Ionic metal–organic frameworks (IMOFs) that integrate synergistic Lewis‐acid sites (intrinsic metal centers of the frameworks) and nucleophilic anions (halides encapsulated within pores) are intriguing platforms for the design of fully heterogeneous catalytic systems for cycloaddition of CO2 to epoxides. A new, facile and versatile synthetic approach has been used to fabricate triazolium‐based IMOFs for the first time. The approach makes use of azide–alkyne click chemistry and subsequent N‐alkylation to post‐synthetically create a cationic triazolium ring and introduce exchangeable counteranions at the same time. The IMOFs are efficient and recyclable heterogeneous catalysts for CO2 conversion under mild and cocatalyst‐free conditions.
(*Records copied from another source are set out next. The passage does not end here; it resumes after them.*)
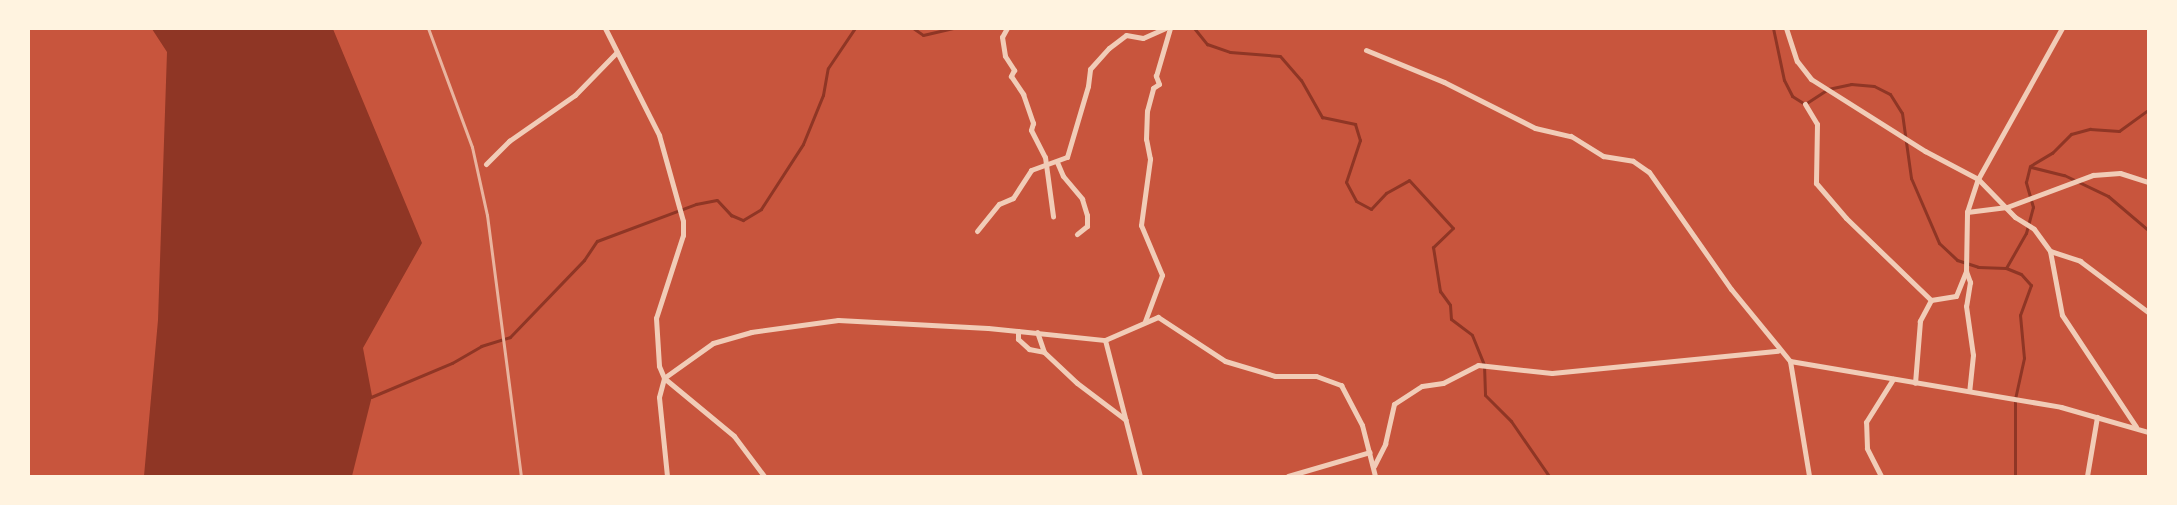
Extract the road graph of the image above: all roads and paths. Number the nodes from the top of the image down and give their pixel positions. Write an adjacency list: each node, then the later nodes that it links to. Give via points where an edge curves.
1 (605, 28): 8 (street)
2 (1007, 28): 12 (street, via 1002,38 1005,56 1014,70 1011,76 1023,94 1033,123 1031,130)
3 (1165, 28): 10 (street, via 1143,38 1126,35 1090,69 1067,157)
4 (1170, 28): 26 (street, via 1156,76 1159,84 1153,88 1147,111 1150,159 1141,225 1162,275)
5 (1786, 28): 13 (street, via 1797,61 1811,79 1925,151)
6 (2061, 28): 13 (street)
7 (1366, 50): 30 (street, via 1444,82 1535,128 1571,136 1603,156 1634,161 1649,172)
8 (617, 52): 11 (street, via 575,95 509,141); 33 (street, via 659,135 683,221 683,235 656,318 659,366)
9 (1805, 104): 23 (street, via 1817,124 1816,183 1846,218)
10 (1057, 162): 12 (street); 19 (street, via 1082,199 1087,216 1087,226)
11 (486, 164)
12 (1047, 164): 17 (street); 18 (street, via 1031,170 1013,198 999,204)
13 (1978, 179): 15 (street); 16 (street)
14 (2148, 182): 15 (street, via 2120,173 2093,175)
15 (2007, 207): 16 (street); 20 (street, via 2034,229)
16 (1967, 212): 21 (street)
17 (1053, 216)
18 (977, 231)
19 (1077, 234)
20 (2050, 251): 25 (street, via 2079,261); 39 (street, via 2062,315)
21 (1966, 271): 22 (street); 24 (street, via 1970,282)
22 (1956, 297): 23 (street); 24 (street)
23 (1931, 300): 35 (street, via 1920,321)
24 (1966, 306): 36 (street, via 1973,355)
25 (2148, 312)
26 (1145, 321): 29 (street); 41 (street, via 1158,317 1167,321 1225,362 1275,376 1316,376 1337,383 1362,425)
27 (1018, 331): 28 (street); 31 (street, via 1018,339 1029,349); 33 (street, via 924,327 884,320 794,325 713,343)
28 (1037, 332): 29 (street); 31 (street)
29 (1105, 340): 38 (street)
30 (1778, 351): 32 (street); 42 (street, via 1552,373 1478,365 1443,383 1422,386 1394,405 1385,444)
31 (1044, 352): 38 (street)
32 (1790, 361): 34 (street); 48 (street)
33 (664, 378): 43 (street, via 659,397); 44 (street, via 734,436)
34 (1893, 379): 35 (street); 49 (street, via 1866,422 1867,448)
35 (1915, 383): 36 (street)
36 (1969, 390): 37 (street)
37 (2097, 417): 39 (street); 50 (street)
38 (1126, 420): 45 (street)
39 (2136, 428): 40 (street)
40 (2148, 432)
41 (1370, 452): 42 (street); 46 (street)
42 (1374, 466): 47 (street)
43 (667, 477)
44 (764, 477)
45 (1140, 477)
46 (1288, 477)
47 (1375, 477)
48 (1809, 477)
49 (1881, 477)
50 (2087, 477)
In particular, the click‐accessible triazolium ring provides a handle to incorporate further functionality. The MIL‐101‐tzmOH‐Br catalyst, which integrates hydrogen‐bonding hydroxy groups besides metal centers and bromide anions, shows superior catalytic performance under mild conditions. Click here to convert CO2! An ionic metal–organic framework (IMOF) bearing a CrIII center at the node, a hydroxy group grafted to the cationic linker and a bromide anion encapsulated within the pore is fabricated by facile azide–alkyne click chemistry. The multifunctional IMOF presents superior heterogeneous catalytic activity for cycloaddition of CO2 to epoxides under mild and cocatalyst‐free conditions.